Question

If \( X \) is a continuous random variable whose probability density function is given by \[ f(x) = \begin{cases} k(4x - 2x^2), & 0<x<2 \\ 0, & \text{otherwise} \end{cases} \quad \text{then the value of } k \text{ is:} \]

• A. \( \frac{3}{8} \)
• B. \( \frac{5}{8} \)
• C. \( \frac{7}{8} \)
• D. \( 1 \)

Hint:

To determine a constant in a PDF, always integrate over the support and set the integral equal to 1.

Answer 1

The Correct Option is A

To find the value of \( k \), we need to ensure that the probability density function (PDF) integrates to 1 over its entire range.

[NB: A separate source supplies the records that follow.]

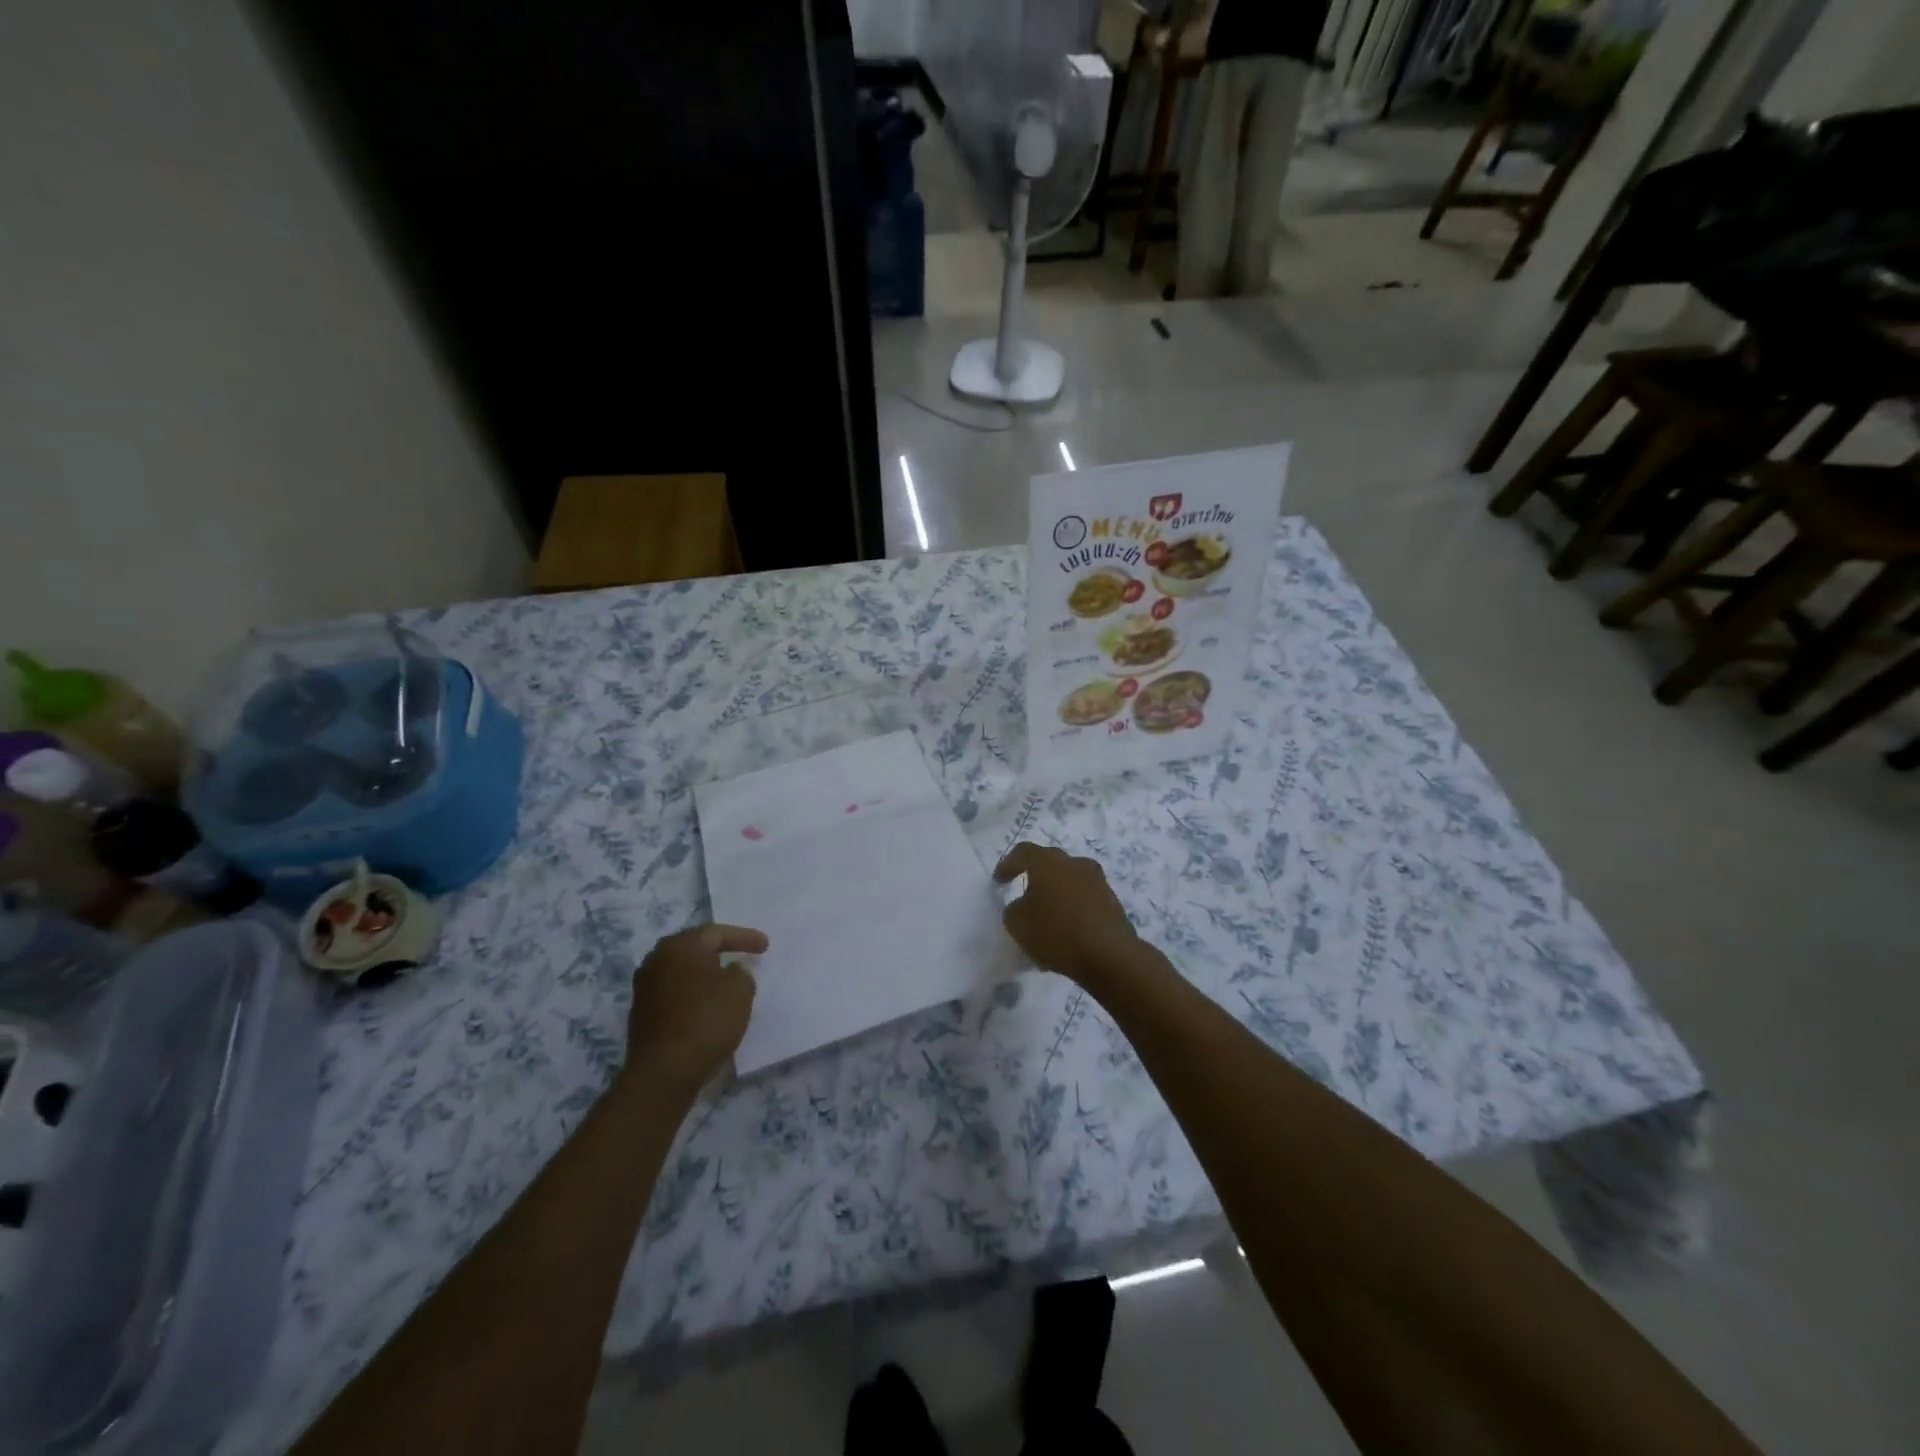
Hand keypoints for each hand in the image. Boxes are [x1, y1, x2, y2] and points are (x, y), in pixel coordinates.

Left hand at [622, 924, 766, 1098]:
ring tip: (725, 979)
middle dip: (720, 950)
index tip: (765, 945)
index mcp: (680, 946)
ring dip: (704, 972)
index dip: (744, 937)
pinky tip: (706, 1002)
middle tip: (743, 953)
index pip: (717, 932)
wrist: (664, 1071)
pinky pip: (674, 991)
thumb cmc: (706, 1020)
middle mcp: (657, 959)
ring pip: (682, 970)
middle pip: (695, 947)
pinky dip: (692, 992)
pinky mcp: (641, 1013)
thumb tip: (729, 972)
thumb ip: (740, 973)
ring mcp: (644, 987)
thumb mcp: (740, 990)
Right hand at [994, 843, 1148, 990]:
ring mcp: (1097, 880)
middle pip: (1050, 862)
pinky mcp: (1111, 900)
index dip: (1008, 865)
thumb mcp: (1017, 924)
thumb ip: (1013, 910)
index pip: (1023, 852)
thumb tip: (1022, 906)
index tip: (999, 881)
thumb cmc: (1056, 933)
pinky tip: (1065, 929)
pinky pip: (1084, 897)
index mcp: (1048, 861)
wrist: (1109, 955)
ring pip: (1069, 879)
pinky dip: (1072, 907)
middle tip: (1023, 892)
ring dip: (1056, 892)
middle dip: (1035, 876)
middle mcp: (1074, 863)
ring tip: (1046, 914)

The PDF is given by: \[ f(x) = \begin{cases} k(4x - 2x^2), & 0 < x < 2 \\ 0, & \text{otherwise} \end{cases} \] We will integrate \( f(x) \) from 0 to 2 and set the result equal to 1: \[ \int_{0}^{2} k(4x - 2x^2) \, dx = 1 \] First, find the antiderivative of \( 4x - 2x^2 \): \[ \int (4x - 2x^2) \, dx = \left[ 2x^2 - \frac{2}{3}x^3 \right] \] Now, evaluate this from 0 to 2: \[ \left[ 2(2)^2 - \frac{2}{3}(2)^3 \right] - \left[ 2(0)^2 - \frac{2}{3}(0)^3 \right] = \left[ 8 - \frac{16}{3} \right] = \frac{24}{3} - \frac{16}{3} = \frac{8}{3} \] Set the result equal to 1 after multiplying by \( k \): \[ k \cdot \frac{8}{3} = 1 \] Solve for \( k \): \[ k = \frac{3}{8} \] Therefore, the value of \( k \) is \(\frac{3}{8}\).